Try it.
Restate every record exactly as it is written, while omitting the pictures it holds.

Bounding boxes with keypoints
* * *

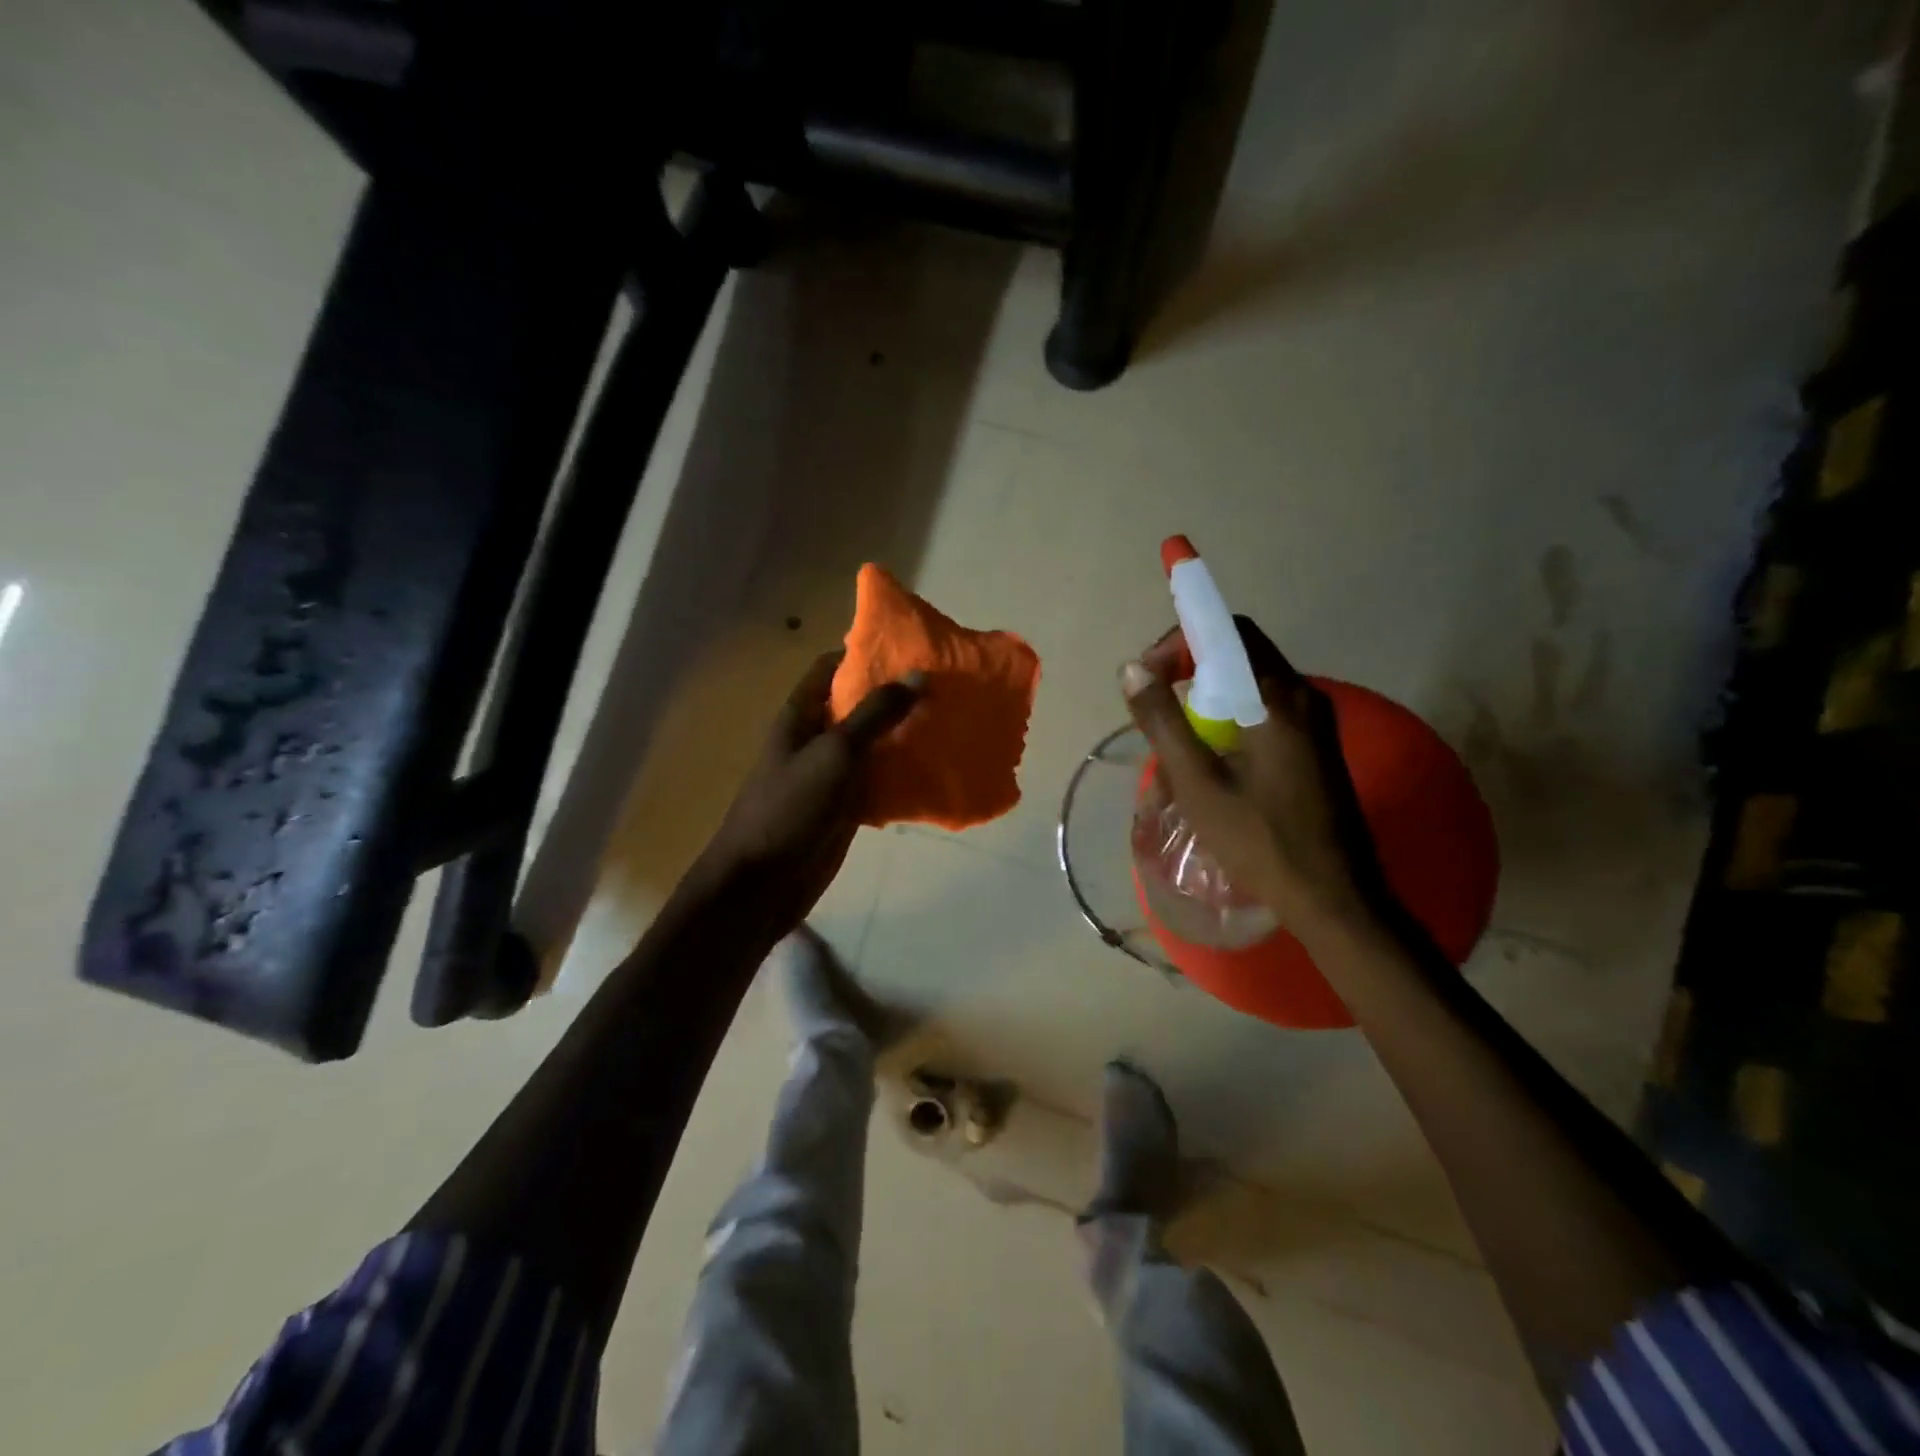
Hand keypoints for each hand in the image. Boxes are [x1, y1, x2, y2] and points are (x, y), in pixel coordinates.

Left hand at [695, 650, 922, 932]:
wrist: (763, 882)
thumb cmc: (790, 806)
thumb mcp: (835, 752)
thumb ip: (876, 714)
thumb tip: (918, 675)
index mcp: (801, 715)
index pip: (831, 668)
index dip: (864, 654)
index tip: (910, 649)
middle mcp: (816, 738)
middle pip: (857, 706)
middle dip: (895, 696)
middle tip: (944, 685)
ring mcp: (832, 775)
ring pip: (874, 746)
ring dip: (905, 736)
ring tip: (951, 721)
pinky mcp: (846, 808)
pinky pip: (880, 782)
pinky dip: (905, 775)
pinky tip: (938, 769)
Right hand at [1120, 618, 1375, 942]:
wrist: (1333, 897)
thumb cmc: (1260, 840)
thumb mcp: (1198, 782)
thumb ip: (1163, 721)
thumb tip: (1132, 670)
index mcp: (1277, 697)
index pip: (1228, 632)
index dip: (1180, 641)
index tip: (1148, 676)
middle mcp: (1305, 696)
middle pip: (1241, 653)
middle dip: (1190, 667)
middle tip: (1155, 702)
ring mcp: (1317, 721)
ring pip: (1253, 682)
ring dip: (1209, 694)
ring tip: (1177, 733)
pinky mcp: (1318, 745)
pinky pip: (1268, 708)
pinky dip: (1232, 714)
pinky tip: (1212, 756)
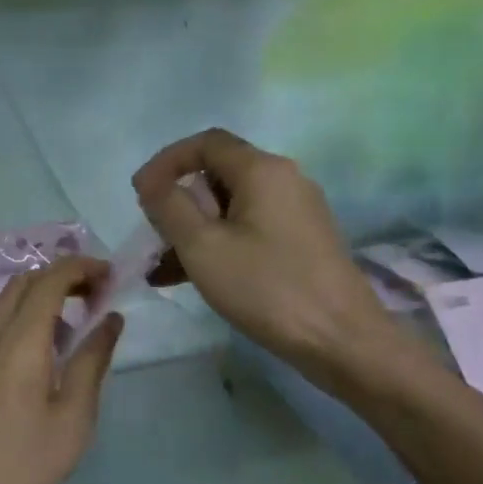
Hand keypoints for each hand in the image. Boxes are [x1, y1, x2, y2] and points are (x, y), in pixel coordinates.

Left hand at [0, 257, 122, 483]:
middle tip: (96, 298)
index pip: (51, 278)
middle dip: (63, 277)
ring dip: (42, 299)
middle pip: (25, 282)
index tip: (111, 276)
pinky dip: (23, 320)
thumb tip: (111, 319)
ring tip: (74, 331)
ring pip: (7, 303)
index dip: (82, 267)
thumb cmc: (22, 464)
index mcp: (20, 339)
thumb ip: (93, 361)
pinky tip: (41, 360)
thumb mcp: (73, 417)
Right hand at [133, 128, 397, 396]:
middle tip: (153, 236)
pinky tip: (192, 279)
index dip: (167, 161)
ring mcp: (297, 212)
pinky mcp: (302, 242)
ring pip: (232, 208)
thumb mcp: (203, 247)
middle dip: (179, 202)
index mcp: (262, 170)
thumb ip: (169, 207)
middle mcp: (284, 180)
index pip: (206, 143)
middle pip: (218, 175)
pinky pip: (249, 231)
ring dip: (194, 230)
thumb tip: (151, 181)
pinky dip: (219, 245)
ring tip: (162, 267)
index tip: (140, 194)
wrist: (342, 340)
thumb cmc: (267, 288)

* * *

Output.
Hand keypoints for each hand in the image. Boxes are [x1, y1, x2, y2] and points are (x, y), in pixel coordinates.

Left hand at [695, 650, 922, 932]:
wrist: (763, 882)
thumb cmc: (790, 806)
thumb mcp: (835, 752)
thumb ip: (876, 714)
thumb tip: (918, 675)
index mcp: (801, 715)
index pip: (831, 668)
index dip: (864, 654)
index tip: (910, 649)
middle mcp: (816, 738)
middle pip: (857, 706)
middle dip: (895, 696)
middle tip: (944, 685)
ring mcp: (832, 775)
ring pip: (874, 746)
ring dip: (905, 736)
ring tip: (951, 721)
pinky mcp: (846, 808)
pinky pip: (880, 782)
pinky dip: (905, 775)
pinky tip: (938, 769)
Right hand at [1120, 618, 1375, 942]:
wrist: (1333, 897)
thumb cmc: (1260, 840)
thumb mcp: (1198, 782)
thumb ip: (1163, 721)
thumb tip: (1132, 670)
index mcp: (1277, 697)
index pip: (1228, 632)
index dip: (1180, 641)
index tip: (1148, 676)
middle mcp: (1305, 696)
middle pip: (1241, 653)
middle dip: (1190, 667)
middle tip: (1155, 702)
ring mcp: (1317, 721)
ring pip: (1253, 682)
ring dip: (1209, 694)
ring tip: (1177, 733)
pinky mcp: (1318, 745)
pinky pip: (1268, 708)
pinky dip: (1232, 714)
pinky tip: (1212, 756)
Hand keypoints for each hand in the image. Boxes are [x1, y1, x2, y2] and points are (x, y), in pixel coordinates.

Left hand at [0, 257, 122, 483]:
middle tip: (96, 298)
index pip: (51, 278)
middle dip: (63, 277)
ring dip: (42, 299)
middle pip: (25, 282)
index tip: (111, 276)
pinky dip: (23, 320)
thumb tip: (111, 319)
ring tip: (74, 331)
ring pip: (7, 303)
index dip: (82, 267)
thumb cmc: (22, 464)
index mcp: (20, 339)
thumb ip: (93, 361)
pinky tip: (41, 360)
thumb mcp: (73, 417)
Right hand at [133, 128, 397, 396]:
middle tip: (153, 236)
pinky tip: (192, 279)
index dip: (167, 161)
ring mcp: (297, 212)
pinky mcp: (302, 242)
ring pip: (232, 208)
thumb mcp: (203, 247)
middle dip: (179, 202)
index mcp: (262, 170)
thumb ip: (169, 207)
middle mcp: (284, 180)
index pip: (206, 143)
middle pip: (218, 175)
pinky pip: (249, 231)
ring dip: (194, 230)
thumb tip: (151, 181)
pinky dip: (219, 245)
ring tip: (162, 267)
index tip: (140, 194)
wrist: (342, 340)
thumb cmc: (267, 288)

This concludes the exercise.